> **Task prompt**: Lines of the listing that contain "edges" need to be copied.

> **Given data**:
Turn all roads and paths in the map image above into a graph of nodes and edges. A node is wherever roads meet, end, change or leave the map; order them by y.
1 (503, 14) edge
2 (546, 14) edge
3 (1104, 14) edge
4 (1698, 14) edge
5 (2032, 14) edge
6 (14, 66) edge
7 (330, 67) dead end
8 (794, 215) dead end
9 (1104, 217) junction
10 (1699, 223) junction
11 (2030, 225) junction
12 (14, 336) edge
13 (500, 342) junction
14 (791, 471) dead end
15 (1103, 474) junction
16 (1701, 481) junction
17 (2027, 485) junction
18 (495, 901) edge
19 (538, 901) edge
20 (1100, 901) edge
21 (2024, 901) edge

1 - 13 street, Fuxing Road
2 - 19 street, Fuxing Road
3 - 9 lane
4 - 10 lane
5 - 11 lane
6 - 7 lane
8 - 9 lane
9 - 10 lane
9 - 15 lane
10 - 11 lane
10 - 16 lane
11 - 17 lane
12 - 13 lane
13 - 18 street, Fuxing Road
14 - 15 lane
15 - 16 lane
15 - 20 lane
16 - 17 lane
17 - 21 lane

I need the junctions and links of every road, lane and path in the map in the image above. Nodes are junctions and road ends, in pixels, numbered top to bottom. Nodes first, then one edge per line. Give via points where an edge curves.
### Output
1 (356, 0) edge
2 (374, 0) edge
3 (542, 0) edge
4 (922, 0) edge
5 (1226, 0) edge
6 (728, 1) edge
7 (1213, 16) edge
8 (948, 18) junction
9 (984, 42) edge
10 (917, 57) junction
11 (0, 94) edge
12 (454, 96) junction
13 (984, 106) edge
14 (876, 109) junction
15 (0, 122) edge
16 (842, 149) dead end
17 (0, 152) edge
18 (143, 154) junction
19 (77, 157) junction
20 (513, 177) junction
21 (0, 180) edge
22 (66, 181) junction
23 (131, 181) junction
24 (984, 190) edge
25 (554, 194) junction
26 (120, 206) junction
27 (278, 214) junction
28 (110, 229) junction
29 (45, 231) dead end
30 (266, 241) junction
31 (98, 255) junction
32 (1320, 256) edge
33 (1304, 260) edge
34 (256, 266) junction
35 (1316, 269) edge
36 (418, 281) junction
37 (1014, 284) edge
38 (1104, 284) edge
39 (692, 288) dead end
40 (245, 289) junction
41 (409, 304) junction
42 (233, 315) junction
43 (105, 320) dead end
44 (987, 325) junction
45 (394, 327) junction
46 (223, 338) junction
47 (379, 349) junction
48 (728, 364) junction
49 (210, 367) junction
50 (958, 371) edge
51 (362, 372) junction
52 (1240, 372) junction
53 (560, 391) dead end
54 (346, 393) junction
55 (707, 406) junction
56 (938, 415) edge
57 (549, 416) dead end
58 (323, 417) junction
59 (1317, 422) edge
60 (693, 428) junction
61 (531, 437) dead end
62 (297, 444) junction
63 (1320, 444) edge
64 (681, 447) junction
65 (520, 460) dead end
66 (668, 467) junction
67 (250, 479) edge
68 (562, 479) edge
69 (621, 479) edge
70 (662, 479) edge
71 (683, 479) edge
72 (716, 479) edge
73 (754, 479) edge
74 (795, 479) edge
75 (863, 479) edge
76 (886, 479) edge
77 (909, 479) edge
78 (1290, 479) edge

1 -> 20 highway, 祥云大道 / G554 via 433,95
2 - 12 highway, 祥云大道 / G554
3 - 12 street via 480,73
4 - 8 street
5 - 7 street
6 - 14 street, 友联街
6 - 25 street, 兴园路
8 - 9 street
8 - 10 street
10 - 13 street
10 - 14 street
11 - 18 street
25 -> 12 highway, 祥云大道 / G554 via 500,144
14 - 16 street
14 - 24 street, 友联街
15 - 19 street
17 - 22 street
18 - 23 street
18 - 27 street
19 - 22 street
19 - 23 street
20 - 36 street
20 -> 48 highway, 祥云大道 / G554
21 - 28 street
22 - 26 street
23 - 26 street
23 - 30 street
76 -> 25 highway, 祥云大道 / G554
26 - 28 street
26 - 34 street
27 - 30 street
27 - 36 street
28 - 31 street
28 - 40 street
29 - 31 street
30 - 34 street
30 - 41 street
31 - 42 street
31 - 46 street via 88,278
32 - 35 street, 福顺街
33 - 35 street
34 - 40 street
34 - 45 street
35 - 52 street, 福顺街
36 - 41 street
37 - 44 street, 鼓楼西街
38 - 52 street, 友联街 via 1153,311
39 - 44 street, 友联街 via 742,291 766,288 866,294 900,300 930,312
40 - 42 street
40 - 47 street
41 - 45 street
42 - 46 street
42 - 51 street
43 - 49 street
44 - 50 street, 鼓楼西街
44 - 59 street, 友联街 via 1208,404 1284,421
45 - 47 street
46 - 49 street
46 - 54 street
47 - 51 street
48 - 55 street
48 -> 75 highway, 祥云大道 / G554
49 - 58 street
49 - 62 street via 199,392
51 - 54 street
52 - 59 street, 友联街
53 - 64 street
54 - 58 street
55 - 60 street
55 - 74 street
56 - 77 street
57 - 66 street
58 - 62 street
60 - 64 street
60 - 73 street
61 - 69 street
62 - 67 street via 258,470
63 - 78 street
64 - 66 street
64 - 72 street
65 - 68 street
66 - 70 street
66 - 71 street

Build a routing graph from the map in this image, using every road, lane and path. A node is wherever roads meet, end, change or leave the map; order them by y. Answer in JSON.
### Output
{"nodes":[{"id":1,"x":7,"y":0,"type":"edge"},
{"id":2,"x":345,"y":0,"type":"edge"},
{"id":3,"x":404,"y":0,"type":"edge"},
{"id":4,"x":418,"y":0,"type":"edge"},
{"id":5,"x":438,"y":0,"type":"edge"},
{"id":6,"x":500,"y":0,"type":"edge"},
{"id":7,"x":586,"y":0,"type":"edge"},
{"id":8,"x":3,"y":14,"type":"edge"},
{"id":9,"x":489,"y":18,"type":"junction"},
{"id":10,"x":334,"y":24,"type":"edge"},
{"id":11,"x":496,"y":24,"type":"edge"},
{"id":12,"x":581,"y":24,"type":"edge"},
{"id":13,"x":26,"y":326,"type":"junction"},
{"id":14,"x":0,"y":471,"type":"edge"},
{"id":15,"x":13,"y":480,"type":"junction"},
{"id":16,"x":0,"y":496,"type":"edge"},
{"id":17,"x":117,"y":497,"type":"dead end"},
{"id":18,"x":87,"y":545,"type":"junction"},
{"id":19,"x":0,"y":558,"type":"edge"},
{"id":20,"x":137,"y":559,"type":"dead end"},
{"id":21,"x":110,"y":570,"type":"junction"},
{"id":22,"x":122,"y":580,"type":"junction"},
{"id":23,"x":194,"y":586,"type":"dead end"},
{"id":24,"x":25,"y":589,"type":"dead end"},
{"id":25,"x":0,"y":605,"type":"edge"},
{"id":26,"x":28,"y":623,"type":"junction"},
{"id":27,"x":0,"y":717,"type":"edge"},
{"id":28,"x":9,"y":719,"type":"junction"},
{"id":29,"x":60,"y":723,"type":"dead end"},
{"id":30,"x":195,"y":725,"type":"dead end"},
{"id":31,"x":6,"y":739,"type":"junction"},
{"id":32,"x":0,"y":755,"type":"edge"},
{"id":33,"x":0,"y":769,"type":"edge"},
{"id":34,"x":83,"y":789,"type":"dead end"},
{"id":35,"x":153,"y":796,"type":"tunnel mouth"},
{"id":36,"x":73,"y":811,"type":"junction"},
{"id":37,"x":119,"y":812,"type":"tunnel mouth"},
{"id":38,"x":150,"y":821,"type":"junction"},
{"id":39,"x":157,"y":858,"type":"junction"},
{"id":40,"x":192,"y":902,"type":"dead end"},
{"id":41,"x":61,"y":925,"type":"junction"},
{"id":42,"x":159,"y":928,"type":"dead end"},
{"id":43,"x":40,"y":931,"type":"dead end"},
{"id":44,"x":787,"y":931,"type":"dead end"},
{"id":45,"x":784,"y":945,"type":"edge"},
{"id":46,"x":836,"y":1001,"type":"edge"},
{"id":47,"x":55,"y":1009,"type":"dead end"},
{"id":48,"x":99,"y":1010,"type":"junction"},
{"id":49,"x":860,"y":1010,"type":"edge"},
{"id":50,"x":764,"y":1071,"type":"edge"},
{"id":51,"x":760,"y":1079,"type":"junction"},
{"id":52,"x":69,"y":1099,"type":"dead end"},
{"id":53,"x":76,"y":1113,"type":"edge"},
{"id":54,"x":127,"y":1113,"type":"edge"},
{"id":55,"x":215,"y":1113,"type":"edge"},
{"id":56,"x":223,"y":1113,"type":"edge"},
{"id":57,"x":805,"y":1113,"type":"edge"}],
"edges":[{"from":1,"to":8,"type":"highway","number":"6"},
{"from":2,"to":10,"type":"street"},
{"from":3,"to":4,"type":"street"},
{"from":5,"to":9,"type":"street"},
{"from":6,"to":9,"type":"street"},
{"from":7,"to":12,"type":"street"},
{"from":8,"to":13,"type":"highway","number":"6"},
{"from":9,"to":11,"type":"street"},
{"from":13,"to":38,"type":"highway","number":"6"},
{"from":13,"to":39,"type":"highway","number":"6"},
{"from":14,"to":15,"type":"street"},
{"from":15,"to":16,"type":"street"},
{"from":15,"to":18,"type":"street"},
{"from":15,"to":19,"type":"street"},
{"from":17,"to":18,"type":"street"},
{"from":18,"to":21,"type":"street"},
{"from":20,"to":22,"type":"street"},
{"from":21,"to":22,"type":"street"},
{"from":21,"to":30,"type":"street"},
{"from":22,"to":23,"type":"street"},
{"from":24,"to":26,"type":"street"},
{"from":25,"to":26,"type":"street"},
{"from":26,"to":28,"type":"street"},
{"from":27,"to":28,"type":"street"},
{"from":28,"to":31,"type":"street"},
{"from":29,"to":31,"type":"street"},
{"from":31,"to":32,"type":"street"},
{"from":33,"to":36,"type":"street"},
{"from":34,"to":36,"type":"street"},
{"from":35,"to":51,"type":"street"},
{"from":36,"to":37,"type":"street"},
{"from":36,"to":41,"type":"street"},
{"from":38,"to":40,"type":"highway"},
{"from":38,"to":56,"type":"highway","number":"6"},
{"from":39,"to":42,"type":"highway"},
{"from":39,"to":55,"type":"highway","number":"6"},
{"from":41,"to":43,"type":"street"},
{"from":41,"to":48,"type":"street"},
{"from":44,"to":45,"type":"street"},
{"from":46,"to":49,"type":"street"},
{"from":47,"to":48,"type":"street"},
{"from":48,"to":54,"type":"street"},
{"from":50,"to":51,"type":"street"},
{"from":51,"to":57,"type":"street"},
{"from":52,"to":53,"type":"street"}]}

> **Response**:
Turn all roads and paths in the map image above into a graph of nodes and edges. A node is wherever roads meet, end, change or leave the map; order them by y.
"edges":[{"from":1,"to":8,"type":"highway","number":"6"},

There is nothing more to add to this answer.